Network congestion. Container-to-container and container-to-storage network congestion can increase agent call latency and reduce training data throughput. This is visible at Layer 2 before it becomes visible at Layer 1 or Layer 3.
Note
Layer 2 signals are available for workloads running on Kubernetes. For workloads running on bare-metal hosts or other orchestrators, contact your Virtana account team for supported configurations.
Layer 3: AI infrastructure
Layer 3 (AI infrastructure) provides visibility into the physical and virtual hardware on which AI workloads run. This is where GPU efficiency, storage throughput, and network performance are monitored, and where some of the most impactful and least visible performance bottlenecks are found.
Layer 3 can be deployed independently of Layers 1 and 2. If your priority is hardware observability, such as monitoring GPU health for a training cluster, you can use Layer 3 without agent instrumentation. When all three layers are deployed, Layer 3 signals are correlated with application and orchestration signals from Layers 1 and 2.
Note
Layer 3 covers both inferencing and training workloads. The signals described in this section apply to any AI workload that runs on GPU infrastructure.
GPU health monitoring
Virtana AIFO monitors GPU health continuously for every device in your environment. The following signals are collected for all GPU workloads, regardless of workload type.
Hardware errors
Because elevated error rates are early indicators of device degradation, Virtana AIFO tracks the following GPU hardware error types per device:
Error-correction code (ECC) memory errors: Both correctable and uncorrectable
Xid errors: NVIDIA driver-level error events that indicate GPU faults
NVLink errors: Communication faults between GPUs within a host
Warning
A GPU with uncorrectable ECC errors should be removed from service immediately. Training jobs running on a degraded GPU may produce incorrect model weights without surfacing an explicit job failure.
Throttling state
GPU throttling occurs when a device reduces its clock speed in response to a constraint. Virtana AIFO identifies the throttling state for each device and the reason, including thermal throttling, power throttling, and clock management throttling.
Identifying the reason is essential: a thermally throttled GPU requires a cooling or placement fix, while a power-throttled GPU may require a power delivery upgrade or workload redistribution.
Temperature
When a GPU exceeds its thermal threshold, the device throttles its clock speeds to prevent damage. This throttling reduces throughput and increases latency, often without producing an explicit error or alert in standard monitoring tools.

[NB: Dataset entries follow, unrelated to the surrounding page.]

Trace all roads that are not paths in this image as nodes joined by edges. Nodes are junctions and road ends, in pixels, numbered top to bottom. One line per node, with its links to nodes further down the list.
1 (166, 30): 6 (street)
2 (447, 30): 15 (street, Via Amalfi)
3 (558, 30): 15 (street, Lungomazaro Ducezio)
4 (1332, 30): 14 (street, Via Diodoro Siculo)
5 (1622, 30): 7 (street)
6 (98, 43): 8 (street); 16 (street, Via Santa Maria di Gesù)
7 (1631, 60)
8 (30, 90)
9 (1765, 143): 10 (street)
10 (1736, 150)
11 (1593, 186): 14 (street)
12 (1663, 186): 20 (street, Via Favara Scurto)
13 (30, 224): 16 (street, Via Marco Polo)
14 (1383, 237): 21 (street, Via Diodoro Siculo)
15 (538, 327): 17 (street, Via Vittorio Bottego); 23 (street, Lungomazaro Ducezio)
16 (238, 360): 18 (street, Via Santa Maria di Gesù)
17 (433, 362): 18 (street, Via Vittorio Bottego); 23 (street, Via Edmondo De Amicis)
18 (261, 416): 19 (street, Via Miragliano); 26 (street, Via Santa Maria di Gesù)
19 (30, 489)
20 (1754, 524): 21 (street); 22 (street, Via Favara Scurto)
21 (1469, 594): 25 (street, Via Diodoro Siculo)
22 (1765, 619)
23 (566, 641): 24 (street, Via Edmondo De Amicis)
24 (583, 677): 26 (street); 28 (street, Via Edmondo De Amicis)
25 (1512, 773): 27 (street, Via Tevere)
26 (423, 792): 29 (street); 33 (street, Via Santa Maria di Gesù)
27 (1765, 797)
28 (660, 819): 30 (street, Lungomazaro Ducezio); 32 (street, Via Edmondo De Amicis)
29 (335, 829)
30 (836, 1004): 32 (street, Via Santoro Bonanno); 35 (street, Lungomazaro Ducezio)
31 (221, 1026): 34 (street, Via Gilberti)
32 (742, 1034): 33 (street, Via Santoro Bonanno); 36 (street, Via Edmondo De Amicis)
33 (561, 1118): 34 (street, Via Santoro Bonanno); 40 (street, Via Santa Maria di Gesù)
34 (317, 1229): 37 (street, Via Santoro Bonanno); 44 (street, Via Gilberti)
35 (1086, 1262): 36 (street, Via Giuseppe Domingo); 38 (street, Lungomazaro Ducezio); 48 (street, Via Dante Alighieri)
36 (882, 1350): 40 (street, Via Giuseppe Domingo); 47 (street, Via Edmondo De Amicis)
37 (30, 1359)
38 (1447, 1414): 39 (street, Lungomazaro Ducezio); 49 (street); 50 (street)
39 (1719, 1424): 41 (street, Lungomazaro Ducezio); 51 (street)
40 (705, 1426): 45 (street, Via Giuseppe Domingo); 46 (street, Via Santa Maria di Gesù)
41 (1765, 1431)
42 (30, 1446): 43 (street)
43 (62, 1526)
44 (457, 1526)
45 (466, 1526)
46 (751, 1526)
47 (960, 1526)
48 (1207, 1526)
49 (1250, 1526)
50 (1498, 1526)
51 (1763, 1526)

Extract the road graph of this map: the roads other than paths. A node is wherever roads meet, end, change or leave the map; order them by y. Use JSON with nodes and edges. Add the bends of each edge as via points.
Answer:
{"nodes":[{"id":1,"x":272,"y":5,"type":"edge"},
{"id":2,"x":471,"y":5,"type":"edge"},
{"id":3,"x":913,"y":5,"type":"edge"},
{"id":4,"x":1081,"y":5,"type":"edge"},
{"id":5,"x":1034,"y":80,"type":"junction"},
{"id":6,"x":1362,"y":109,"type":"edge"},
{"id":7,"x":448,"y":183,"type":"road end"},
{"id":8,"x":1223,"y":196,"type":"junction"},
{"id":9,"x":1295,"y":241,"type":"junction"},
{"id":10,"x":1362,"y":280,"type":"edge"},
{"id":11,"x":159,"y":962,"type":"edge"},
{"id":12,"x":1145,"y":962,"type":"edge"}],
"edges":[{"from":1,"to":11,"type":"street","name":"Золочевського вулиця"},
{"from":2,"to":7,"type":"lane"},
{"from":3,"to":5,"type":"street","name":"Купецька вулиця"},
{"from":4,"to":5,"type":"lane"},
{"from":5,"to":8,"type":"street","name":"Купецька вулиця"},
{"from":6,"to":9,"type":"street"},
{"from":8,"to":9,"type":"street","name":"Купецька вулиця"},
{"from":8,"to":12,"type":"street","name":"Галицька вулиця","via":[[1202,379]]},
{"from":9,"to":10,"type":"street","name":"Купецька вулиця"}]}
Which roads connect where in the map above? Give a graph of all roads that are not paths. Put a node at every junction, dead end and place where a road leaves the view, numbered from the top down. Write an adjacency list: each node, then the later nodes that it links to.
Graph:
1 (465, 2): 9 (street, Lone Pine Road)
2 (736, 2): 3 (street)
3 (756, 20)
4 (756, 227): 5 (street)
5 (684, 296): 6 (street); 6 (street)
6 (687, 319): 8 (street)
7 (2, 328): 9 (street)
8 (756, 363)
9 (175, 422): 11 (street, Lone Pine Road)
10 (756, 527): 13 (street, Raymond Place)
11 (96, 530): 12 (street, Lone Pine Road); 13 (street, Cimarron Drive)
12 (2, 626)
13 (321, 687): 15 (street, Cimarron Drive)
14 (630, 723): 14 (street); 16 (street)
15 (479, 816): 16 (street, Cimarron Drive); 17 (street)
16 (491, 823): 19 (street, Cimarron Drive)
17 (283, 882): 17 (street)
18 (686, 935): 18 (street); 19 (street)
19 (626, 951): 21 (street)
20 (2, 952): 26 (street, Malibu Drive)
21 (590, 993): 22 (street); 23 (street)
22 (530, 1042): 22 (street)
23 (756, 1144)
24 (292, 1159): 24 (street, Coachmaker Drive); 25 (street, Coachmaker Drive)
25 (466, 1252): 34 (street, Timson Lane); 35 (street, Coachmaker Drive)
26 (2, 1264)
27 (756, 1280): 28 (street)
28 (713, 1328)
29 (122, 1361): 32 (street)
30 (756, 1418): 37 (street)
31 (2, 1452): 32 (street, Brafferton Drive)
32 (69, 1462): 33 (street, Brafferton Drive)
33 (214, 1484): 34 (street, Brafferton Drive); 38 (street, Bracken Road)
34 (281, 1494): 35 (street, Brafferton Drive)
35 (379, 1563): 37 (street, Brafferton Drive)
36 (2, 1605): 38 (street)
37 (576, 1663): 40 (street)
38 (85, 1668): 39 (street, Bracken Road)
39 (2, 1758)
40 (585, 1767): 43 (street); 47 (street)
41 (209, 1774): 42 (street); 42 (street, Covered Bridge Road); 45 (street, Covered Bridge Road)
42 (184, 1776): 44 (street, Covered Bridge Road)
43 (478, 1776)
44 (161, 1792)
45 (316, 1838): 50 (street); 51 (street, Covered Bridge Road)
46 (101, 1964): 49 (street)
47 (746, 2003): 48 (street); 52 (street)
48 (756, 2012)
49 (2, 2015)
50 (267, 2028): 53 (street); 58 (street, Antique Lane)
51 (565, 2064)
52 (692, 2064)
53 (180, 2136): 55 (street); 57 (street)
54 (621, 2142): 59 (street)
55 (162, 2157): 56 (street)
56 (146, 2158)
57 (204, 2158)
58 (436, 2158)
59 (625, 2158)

Virtana AIFO monitors temperature per device and flags devices that are approaching throttle thresholds. This lets you identify thermal issues, such as inadequate cooling, blocked airflow, or high-density rack configurations, before they cause a measurable performance impact.
Warning
A GPU that is thermally throttling may appear healthy in standard CPU and memory metrics. Temperature and throttling state monitoring in Virtana AIFO Layer 3 is required to detect this condition.
Memory usage
GPU memory (VRAM) is a finite resource that AI workloads consume at scale. Virtana AIFO tracks memory consumption per device and per workload. Memory pressure, where a workload approaches or exceeds available VRAM, causes job eviction, out-of-memory errors, and forced model offloading. Virtana AIFO surfaces memory pressure before it causes failures, giving you time to resize workloads or redistribute load across devices.
Utilization
GPU utilization measures how much of each device’s compute capacity is actively being used. Virtana AIFO tracks utilization per device, per workload, and over configurable time windows.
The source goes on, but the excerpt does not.